[Extracted records]
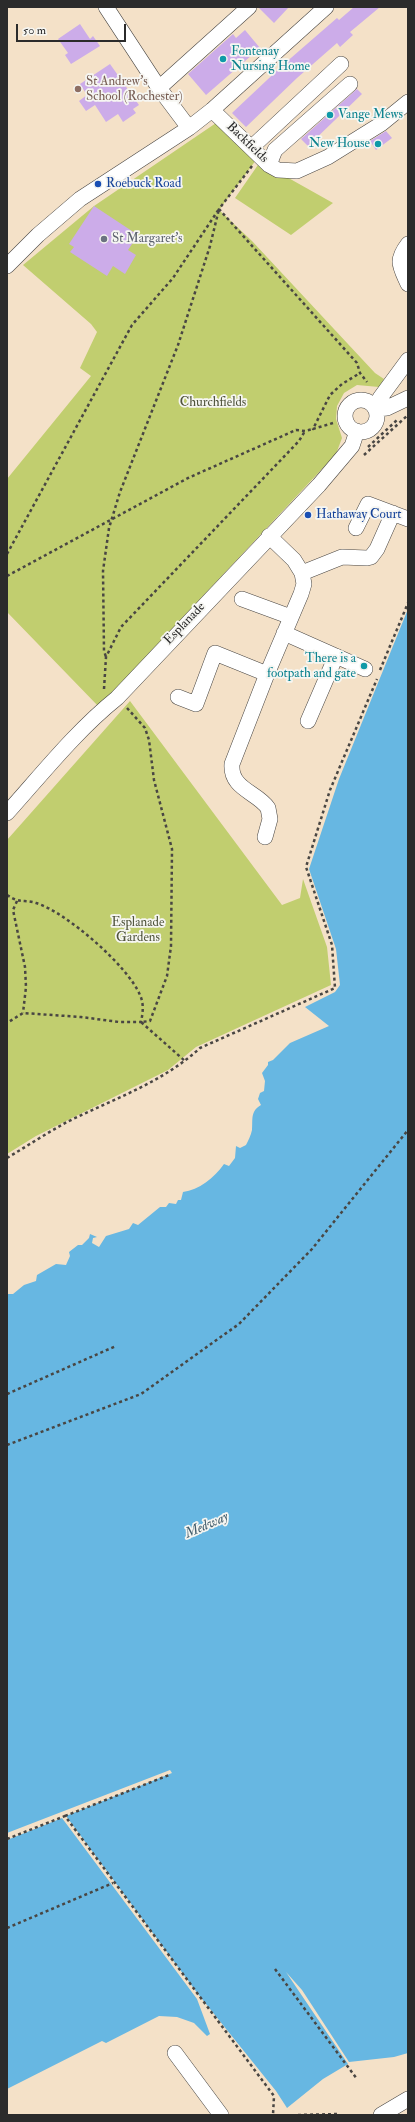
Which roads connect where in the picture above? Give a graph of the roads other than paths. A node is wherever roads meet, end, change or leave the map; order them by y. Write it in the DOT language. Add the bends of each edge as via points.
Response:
graph roads {
  1 [pos="106,7"];
  2 [pos="248,7"];
  3 [pos="326,7"];
  4 [pos="341,64"];
  5 [pos="350,84"];
  6 [pos="159,88"];
  7 [pos="408,102"];
  8 [pos="212,110"];
  9 [pos="189,128"];
  10 [pos="260,156"];
  11 [pos="408,244"];
  12 [pos="7,266"];
  13 [pos="408,284"];
  14 [pos="408,360"];
  15 [pos="408,398"];
  16 [pos="381,408"];
  17 [pos="357,431"];
  18 [pos="393,513"];
  19 [pos="408,519"];
  20 [pos="356,528"];
  21 [pos="269,536"];
  22 [pos="302,573"];
  23 [pos="242,599"];
  24 [pos="291,617"];
  25 [pos="284,633"];
  26 [pos="336,656"];
  27 [pos="365,669"];
  28 [pos="267,674"];
  29 [pos="178,697"];
  30 [pos="308,721"];
  31 [pos="7,813"];
  32 [pos="265,837"];
  33 [pos="175,2053"];
  34 [pos="408,2098"];
  35 [pos="221,2115"];
  36 [pos="381,2115"];
  1 -- 6 [label="street"];
  2 -- 6 [label="street"];
  3 -- 8 [label="street"];
  4 -- 10 [label="street"];
  5 -- 10 [label="street" via="274,150"];
  6 -- 9 [label="street"];
  7 -- 10 [label="street, Backfields" via="381,124 328,158 297,171 278,170"];
  8 -- 9 [label="street"];
  8 -- 10 [label="street, Backfields"];
  9 -- 12 [label="street" via="80,199"];
  11 -- 13 [label="street" via="401,254 399,264"];
  14 -- 16 [label="street" via="380,398"];
  15 -- 16 [label="street"];
  16 -- 17 [label="street" via="373,426 366,431"];
  16 -- 17 [label="street" via="359,401 348,408 346,421"];
  17 -- 21 [label="street, Esplanade" via="352,446 319,485"];
  18 -- 19 [label="street"];
  18 -- 20 [label="street" via="368,504"];
  18 -- 22 [label="street" via="377,549 371,556 342,558"];
  21 -- 22 [label="street" via="294,560"];
  21 -- 31 [label="street, Esplanade"];
  22 -- 24 [label="street" via="303,589"];
  23 -- 24 [label="street"];
  24 -- 25 [label="street"];
  25 -- 26 [label="street"];
  25 -- 28 [label="street"];
  26 -- 27 [label="street"];
  26 -- 30 [label="street"];
  28 -- 29 [label="street" via="215,653 196,704"];
  28 -- 32 [label="street" via="232,767 238,784 268,808 270,819"];
  33 -- 35 [label="street"];
  34 -- 36 [label="street"];
}
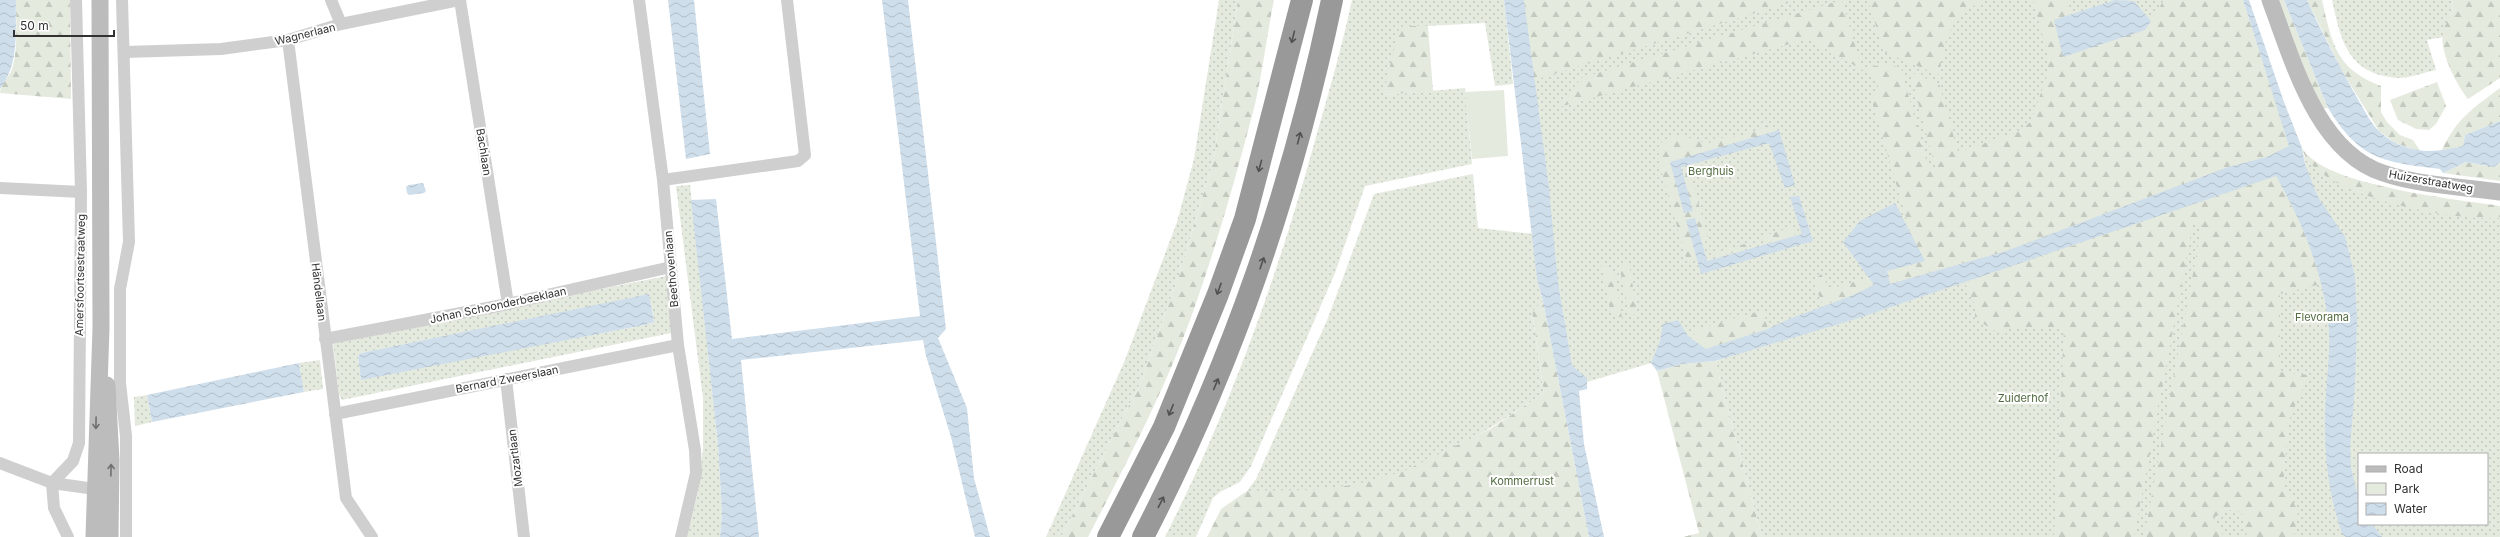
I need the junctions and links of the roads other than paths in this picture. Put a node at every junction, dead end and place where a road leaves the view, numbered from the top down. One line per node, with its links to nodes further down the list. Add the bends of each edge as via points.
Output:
1 (76, 0): 16 (street, Amersfoortsestraatweg)
2 (100, 0): 26 (main road, Amersfoortsestraatweg, via 101,328 110,418)
3 (122, 0): 13 (street)
4 (331, 0): 11 (street)
5 (460, 0): 11 (street, Wagnerlaan); 19 (street, Bachlaan)
6 (639, 0): 14 (street, Beethovenlaan)
7 (787, 0): 14 (street, via 805,156 798,161)
8 (1302, 0): 34 (highway, one-way to 34, via 1245,219 1218,294 1164,427)
9 (1332, 0): 35 (highway, one-way to 9, via 1191,442 1221,372 1267,248 1296,149)
10 (2270, 0): 17 (main road, Huizerstraatweg, via 2305,92 2347,153 2383,173)
11 (341, 24): 12 (street, Wagnerlaan)
12 (288, 40): 13 (street, Wagnerlaan, via 222,49); 20 (street, Händellaan)
13 (125, 52): 30 (street, via 129,242 120,289 120,383 126,436)
14 (663, 180): 18 (street, Beethovenlaan)
15 (0, 188): 16 (street)
16 (81, 192): 25 (street, Amersfoortsestraatweg, via 79,443 74,461)
17 (2500, 192)
18 (671, 267): 19 (street, Johan Schoonderbeeklaan); 21 (street, Beethovenlaan)
19 (508, 304): 20 (street, Johan Schoonderbeeklaan)
20 (325, 339): 23 (street, Händellaan)
21 (678, 345): 22 (street, Bernard Zweerslaan); 33 (street, Beethovenlaan, via 695,450 696,473)
22 (506, 379): 23 (street, Bernard Zweerslaan); 32 (street, Mozartlaan)
23 (336, 414): 31 (street, Händellaan, via 346,498)
24 (0, 463): 25 (street)
25 (52, 483): 26 (street); 27 (street, via 54,508)
26 (103, 490): 28 (main road, Amersfoortsestraatweg); 29 (main road, Amersfoortsestraatweg)
27 (68, 537)
28 (94, 537)
29 (110, 537)
30 (126, 537)
31 (372, 537)
32 (524, 537)
33 (681, 537)
34 (1108, 537)
35 (1143, 537)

■ Work item: Where a line in the records above contains the string "graph", return that line.

■ Completed exercise:
Which roads connect where in the picture above? Give a graph of the roads other than paths. A node is wherever roads meet, end, change or leave the map; order them by y. Write it in the DOT language. Add the bends of each edge as via points.
graph roads {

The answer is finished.